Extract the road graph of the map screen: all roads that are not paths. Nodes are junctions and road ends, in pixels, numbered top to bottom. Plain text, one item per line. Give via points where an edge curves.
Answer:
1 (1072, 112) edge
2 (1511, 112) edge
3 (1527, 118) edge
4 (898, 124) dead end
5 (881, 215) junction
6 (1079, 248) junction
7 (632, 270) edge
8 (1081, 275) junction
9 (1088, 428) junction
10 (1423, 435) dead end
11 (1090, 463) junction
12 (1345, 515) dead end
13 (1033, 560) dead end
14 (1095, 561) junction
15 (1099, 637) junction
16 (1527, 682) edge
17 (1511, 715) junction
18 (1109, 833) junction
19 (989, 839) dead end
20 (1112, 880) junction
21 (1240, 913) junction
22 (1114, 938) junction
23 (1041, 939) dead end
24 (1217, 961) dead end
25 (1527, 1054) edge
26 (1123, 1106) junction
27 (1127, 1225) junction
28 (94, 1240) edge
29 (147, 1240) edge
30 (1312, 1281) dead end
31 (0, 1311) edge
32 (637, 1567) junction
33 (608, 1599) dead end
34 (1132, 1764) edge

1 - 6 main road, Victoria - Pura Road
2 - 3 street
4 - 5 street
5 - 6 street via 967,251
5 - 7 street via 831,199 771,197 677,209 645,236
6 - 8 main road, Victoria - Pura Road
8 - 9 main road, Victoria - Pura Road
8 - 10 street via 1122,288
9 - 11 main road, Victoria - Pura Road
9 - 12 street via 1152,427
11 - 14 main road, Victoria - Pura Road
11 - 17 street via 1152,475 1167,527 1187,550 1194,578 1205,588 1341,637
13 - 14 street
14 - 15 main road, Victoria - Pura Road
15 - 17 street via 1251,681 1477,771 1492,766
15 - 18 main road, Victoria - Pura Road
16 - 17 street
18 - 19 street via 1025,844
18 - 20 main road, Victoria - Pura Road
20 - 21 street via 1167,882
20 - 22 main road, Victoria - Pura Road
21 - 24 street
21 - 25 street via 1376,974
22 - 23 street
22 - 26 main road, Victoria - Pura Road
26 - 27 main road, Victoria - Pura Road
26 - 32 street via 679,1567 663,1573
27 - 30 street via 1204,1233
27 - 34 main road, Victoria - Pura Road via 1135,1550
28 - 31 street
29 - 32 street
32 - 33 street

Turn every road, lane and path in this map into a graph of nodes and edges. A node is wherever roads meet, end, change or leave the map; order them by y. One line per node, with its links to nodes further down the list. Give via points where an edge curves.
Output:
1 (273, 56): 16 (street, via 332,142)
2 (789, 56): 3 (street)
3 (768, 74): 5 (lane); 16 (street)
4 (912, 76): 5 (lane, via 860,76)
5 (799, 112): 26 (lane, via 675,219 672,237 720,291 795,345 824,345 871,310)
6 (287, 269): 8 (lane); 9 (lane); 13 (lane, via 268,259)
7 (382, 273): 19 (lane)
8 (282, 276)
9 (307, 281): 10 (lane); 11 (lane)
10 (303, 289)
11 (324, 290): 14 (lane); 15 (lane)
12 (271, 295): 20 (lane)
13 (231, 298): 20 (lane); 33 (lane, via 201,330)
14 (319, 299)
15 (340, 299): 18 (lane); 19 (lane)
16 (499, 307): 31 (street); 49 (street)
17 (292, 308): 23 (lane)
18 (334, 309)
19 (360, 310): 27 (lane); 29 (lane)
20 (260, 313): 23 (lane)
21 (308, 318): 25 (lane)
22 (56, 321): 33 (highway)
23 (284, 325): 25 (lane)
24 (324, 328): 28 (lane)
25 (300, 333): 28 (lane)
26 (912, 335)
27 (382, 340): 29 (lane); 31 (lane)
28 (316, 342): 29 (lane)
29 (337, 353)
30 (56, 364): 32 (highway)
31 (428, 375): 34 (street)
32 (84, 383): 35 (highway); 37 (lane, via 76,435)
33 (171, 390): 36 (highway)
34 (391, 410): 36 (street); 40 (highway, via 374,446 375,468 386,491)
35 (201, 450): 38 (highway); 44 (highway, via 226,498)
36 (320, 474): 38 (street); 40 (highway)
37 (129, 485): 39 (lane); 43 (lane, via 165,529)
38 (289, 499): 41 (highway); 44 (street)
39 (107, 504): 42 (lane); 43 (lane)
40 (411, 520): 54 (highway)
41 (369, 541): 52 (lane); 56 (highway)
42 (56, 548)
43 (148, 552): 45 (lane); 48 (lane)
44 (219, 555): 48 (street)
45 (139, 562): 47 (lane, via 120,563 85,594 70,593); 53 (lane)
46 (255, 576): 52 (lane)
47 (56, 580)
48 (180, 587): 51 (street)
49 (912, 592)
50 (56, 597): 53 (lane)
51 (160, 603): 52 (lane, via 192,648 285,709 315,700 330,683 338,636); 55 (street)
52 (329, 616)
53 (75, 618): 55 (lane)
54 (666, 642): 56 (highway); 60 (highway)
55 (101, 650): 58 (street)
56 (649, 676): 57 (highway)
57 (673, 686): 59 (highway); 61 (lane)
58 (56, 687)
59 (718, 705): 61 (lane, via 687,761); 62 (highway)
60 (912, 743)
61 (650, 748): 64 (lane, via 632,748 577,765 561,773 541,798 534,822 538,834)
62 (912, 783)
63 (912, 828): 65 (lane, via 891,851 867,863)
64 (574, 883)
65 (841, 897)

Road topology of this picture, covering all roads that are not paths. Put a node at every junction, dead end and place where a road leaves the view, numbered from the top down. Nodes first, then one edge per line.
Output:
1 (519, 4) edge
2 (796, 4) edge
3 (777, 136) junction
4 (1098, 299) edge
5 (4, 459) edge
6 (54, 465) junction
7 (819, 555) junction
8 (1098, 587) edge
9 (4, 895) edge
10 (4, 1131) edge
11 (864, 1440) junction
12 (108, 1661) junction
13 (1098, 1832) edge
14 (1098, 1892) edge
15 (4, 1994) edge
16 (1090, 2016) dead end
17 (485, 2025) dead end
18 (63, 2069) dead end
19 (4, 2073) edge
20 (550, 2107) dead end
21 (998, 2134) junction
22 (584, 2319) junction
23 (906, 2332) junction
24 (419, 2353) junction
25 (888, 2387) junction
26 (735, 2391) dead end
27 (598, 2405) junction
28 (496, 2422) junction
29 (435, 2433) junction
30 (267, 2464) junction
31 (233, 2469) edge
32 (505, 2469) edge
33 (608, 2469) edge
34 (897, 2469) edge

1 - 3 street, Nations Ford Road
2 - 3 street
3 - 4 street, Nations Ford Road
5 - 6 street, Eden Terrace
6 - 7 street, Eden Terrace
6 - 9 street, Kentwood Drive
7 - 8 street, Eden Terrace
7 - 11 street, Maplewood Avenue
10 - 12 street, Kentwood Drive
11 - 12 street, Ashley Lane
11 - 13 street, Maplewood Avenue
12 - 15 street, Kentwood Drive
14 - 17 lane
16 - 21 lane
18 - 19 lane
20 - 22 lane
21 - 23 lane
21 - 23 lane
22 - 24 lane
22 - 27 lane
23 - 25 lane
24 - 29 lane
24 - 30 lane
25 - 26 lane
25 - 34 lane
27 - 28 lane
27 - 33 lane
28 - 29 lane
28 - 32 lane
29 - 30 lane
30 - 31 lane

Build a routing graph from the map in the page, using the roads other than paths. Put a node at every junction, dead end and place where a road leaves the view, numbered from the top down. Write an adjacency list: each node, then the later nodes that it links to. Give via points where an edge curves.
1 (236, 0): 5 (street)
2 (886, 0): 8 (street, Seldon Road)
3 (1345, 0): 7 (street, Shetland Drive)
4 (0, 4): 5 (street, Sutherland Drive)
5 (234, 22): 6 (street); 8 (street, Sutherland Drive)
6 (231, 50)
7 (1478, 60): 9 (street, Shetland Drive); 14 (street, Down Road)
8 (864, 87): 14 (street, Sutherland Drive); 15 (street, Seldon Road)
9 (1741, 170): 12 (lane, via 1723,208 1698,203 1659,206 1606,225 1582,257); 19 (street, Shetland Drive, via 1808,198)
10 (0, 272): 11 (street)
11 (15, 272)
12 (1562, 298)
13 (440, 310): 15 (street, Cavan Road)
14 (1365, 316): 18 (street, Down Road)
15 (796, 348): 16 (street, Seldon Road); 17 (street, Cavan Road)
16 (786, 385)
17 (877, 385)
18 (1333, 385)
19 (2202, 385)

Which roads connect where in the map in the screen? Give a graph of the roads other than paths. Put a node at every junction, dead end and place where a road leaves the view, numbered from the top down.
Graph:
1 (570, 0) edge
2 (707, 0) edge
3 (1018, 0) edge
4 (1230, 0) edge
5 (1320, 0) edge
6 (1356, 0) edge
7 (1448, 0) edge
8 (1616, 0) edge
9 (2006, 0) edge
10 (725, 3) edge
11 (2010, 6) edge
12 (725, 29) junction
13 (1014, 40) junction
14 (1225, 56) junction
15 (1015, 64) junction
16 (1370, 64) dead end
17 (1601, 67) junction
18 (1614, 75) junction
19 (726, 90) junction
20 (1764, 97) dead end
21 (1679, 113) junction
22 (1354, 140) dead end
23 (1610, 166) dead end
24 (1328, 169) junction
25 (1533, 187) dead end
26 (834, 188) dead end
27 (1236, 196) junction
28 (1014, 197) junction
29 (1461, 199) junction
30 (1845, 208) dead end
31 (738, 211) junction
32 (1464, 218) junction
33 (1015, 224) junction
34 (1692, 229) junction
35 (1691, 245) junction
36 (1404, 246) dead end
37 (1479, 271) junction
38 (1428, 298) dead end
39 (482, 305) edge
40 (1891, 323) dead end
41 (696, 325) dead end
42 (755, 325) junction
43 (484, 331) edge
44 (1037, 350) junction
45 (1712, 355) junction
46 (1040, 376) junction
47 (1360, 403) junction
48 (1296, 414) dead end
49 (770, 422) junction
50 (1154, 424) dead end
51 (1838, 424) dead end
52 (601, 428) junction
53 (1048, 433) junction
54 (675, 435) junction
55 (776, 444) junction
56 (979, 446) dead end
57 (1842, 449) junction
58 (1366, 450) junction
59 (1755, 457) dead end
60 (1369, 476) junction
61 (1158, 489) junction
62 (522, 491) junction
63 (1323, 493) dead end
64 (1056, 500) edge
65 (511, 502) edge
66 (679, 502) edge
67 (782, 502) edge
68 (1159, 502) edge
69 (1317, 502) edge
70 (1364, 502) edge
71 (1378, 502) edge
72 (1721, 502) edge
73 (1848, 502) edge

**DIRECTIONS FOR THIS TASK**
Pull every line with "Ford" from the records.

**WRITTEN RESPONSE**
1 - 3 street, Nations Ford Road
3 - 4 street, Nations Ford Road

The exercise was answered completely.